BRIEF:
Look through the material below. Copy every line with the string "roads" in it.

-.-.-

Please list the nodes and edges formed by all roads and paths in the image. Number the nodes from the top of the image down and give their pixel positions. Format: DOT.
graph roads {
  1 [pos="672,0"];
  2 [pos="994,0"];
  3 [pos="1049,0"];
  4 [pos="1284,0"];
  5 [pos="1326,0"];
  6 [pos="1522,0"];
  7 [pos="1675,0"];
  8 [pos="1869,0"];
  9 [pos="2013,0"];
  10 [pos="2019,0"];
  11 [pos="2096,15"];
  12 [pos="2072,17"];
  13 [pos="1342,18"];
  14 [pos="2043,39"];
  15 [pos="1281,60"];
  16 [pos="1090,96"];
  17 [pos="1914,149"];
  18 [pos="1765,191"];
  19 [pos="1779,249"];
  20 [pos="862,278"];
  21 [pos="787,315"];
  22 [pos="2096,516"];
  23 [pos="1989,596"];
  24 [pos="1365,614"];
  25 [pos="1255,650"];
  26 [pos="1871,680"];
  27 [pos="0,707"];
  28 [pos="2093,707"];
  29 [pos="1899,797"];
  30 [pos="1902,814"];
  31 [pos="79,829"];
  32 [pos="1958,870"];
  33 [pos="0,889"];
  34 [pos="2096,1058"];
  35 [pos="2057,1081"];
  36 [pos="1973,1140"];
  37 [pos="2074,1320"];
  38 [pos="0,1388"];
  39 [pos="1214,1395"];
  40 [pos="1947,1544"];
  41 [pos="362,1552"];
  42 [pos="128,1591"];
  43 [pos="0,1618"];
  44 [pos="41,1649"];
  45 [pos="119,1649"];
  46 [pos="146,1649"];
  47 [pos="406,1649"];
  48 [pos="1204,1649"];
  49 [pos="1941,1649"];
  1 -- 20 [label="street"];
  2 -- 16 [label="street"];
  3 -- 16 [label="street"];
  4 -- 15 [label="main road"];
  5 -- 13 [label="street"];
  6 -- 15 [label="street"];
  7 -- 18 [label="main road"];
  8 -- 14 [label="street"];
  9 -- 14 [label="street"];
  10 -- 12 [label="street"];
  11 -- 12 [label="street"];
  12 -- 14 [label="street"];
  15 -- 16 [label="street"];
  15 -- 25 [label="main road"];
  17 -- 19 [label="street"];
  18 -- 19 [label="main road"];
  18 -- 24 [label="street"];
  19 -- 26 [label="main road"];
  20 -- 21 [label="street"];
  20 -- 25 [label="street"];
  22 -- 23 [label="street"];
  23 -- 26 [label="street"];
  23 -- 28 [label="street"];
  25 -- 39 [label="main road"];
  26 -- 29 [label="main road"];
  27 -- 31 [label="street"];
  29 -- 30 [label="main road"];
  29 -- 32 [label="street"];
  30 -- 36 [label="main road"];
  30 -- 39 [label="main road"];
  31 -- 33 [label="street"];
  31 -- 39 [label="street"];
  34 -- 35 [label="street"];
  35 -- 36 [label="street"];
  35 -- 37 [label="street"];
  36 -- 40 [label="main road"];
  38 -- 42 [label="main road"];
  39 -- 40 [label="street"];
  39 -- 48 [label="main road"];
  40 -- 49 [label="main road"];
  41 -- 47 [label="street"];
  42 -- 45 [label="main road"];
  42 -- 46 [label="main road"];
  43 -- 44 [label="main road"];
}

-.-.-

OUTPUT BELOW:
Please list the nodes and edges formed by all roads and paths in the image. Number the nodes from the top of the image down and give their pixel positions. Format: DOT.
graph roads {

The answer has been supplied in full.